Question

If a die and a coin are thrown together, what is the probability of getting 6 and heads?

Answer 1

Here, we are asked to find the probability of getting head on coin and number 6 on die.
So, firstly, we will write down all the possible outcomes in the sample space.
Thus, count the number of outcomes in the sample space.
Let X be the event getting head on coin and number 6 on die.
Then, check how much the number of outcomes is favourable to the given event X.
Hence, find the probability of the given event using the formula $P\left( X \right) = \dfrac{{Number\,of\,outcomes\,favourable\,to\,the\,given\,event}}{{Total\,number\,of\,outcomes\,in\,the\,sample\,space}}$ .

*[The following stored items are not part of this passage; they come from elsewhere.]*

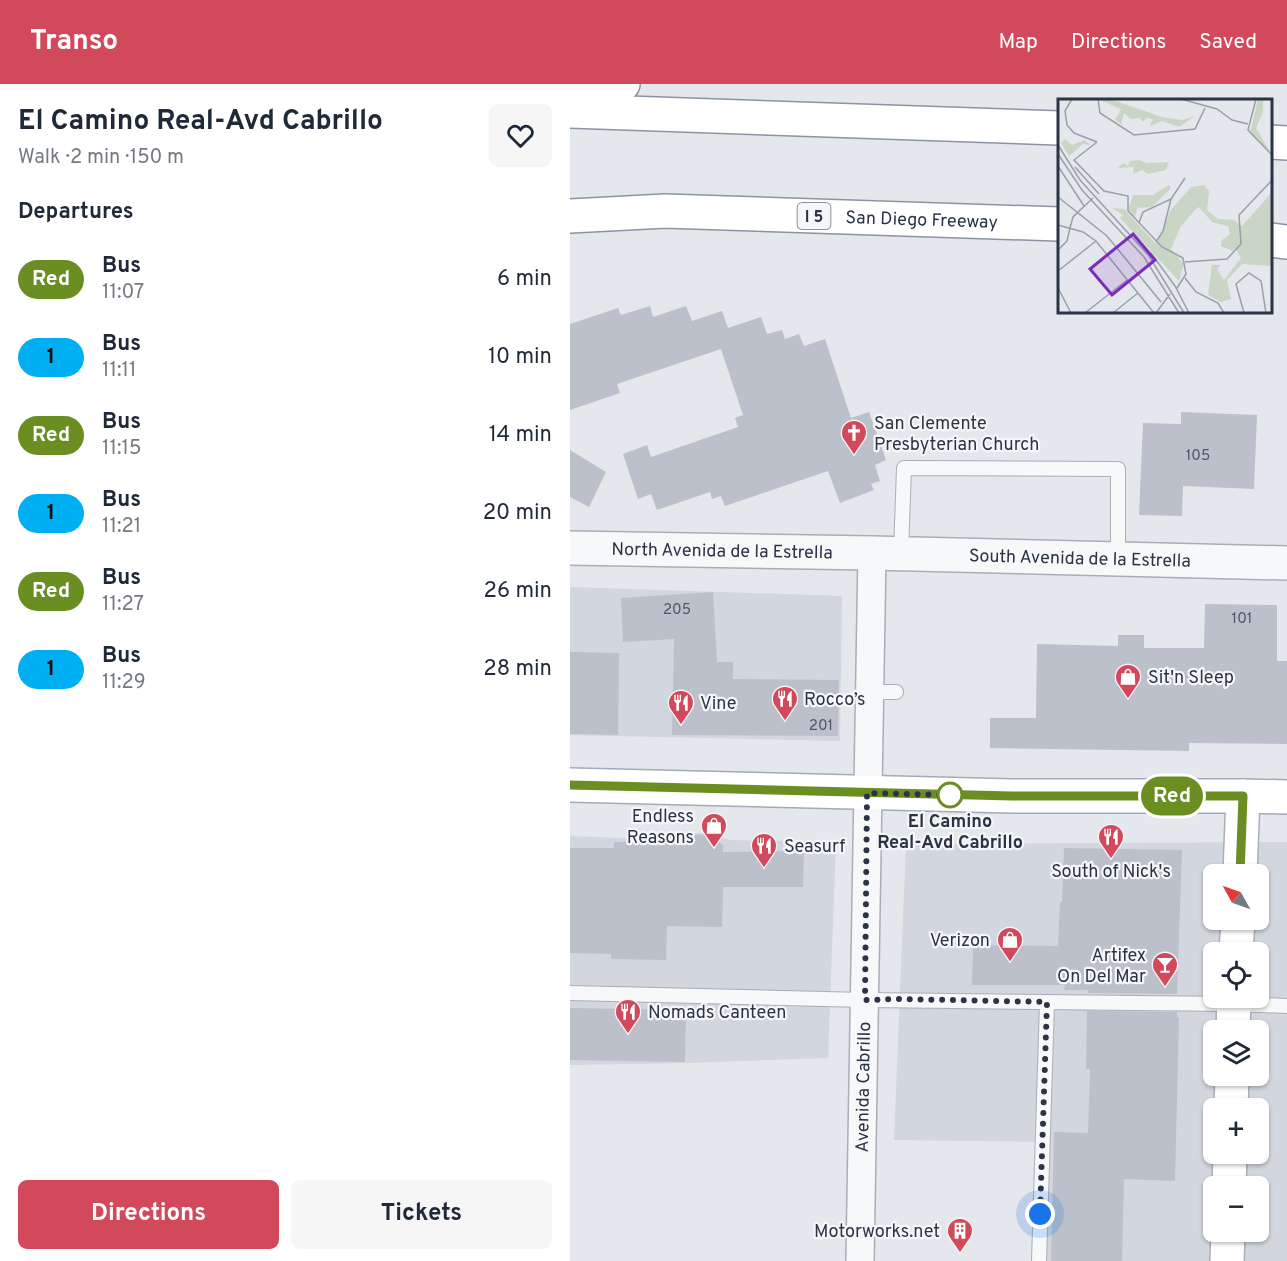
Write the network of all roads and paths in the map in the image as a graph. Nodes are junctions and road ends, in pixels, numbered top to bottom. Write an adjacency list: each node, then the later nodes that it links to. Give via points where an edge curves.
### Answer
1 (623, 84): 2 (main road)
2 (570, 93)
3 (570, 111): 4 (main road)
4 (1058, 128)
5 (1272, 142): 6 (main road)
6 (1287, 143)
7 (570, 216): 8 (main road, San Diego Freeway / I 5, via 665,211)
8 (1058, 224)
9 (1272, 240): 10 (main road)
10 (1287, 242)
11 (570, 548): 12 (street, North Avenida de la Estrella)
12 (887, 553): 13 (street, South Avenida de la Estrella); 13 (lane, via 904,468 1118,468); 16 (street, Avenida Cabrillo, via 883,692)
13 (1118, 559): 14 (street, South Avenida de la Estrella)
14 (1287, 563)
15 (570, 785): 16 (main road)
16 (867, 793): 17 (main road); 21 (street, Avenida Cabrillo)
17 (1243, 796): 18 (main road); 19 (main road)
18 (1287, 797)
19 (1240, 864)
20 (570, 993): 21 (lane)
21 (865, 1000): 22 (lane); 26 (street, Avenida Cabrillo)
22 (1047, 1002): 24 (lane); 27 (lane)
23 (1287, 1006): 24 (lane)
24 (1234, 1011)
25 (1228, 1242): 28 (main road)
26 (860, 1261)
27 (1039, 1261)
28 (1227, 1261)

Complete step by step solution:
The given events are throwing of a dice and tossing of a coin.
Let, H be the event where the coin shows head and T is the event where the coin shows tail.
Now, the sample space for the given events can be written as S = \left\\{ {\left( {1,H} \right),\left( {2,H} \right),\left( {3,H} \right),\left( {4,H} \right),\left( {5,H} \right),\left( {6,H} \right),\left( {1,T} \right),\left( {2,T} \right),\left( {3,T} \right),\left( {4,T} \right),\left( {5,T} \right),\left( {6,T} \right)} \right\\}
Therefore, the total number of outcomes $n\left( S \right) = 12$ .
Now, we are asked to find the probability of the coin showing head and the die showing 6 simultaneously.
Let X be the event that the coin shows head and the die shows 6.
Now, the total number of outcomes favourable to the event X is 1 which is 6 appears on die and head appears on coin i.e. $\left( {6,H} \right)$ .
$\therefore n\left( X \right) = 1$
Thus, the probability of getting head and 6 is $P\left( X \right) = \dfrac{{Number\,of\,outcomes\,favourable\,to\,the\,given\,event}}{{Total\,number\,of\,outcomes\,in\,the\,sample\,space}}$ .
$\therefore P\left( X \right) = \dfrac{{n\left( X \right)}}{{n\left( S \right)}}$
$\therefore P\left( X \right) = \dfrac{1}{{12}}$

Hence, the probability of getting number 6 on die and head on coin is $\dfrac{1}{{12}}$.

Note:
Alternate method:
Let X be the probability of getting number 6 on the die.
We know that the probability of getting any one of the numbers of die on throwing is $\dfrac{1}{6}$.
So, here $P\left( X \right) = \dfrac{1}{6}$.
Let H be the event that the coin shows heads.
Also, we know that the probability of getting a head on the coin when it is tossed is $\dfrac{1}{2}$.
So, we get $P\left( H \right) = \dfrac{1}{2}$.
Now, let A be the probability that the above events occur simultaneously.
So, to get the probability of the event A occurring can be given by the product of the occurrence of the individual events X and H.
$\therefore P\left( A \right) = P\left( X \right) \cdot P\left( H \right)$
$= \dfrac{1}{6} \times \dfrac{1}{2} \\\ = \dfrac{1}{{12}}$
Thus, the probability of getting number 6 on die and head on coin is $\dfrac{1}{{12}}$.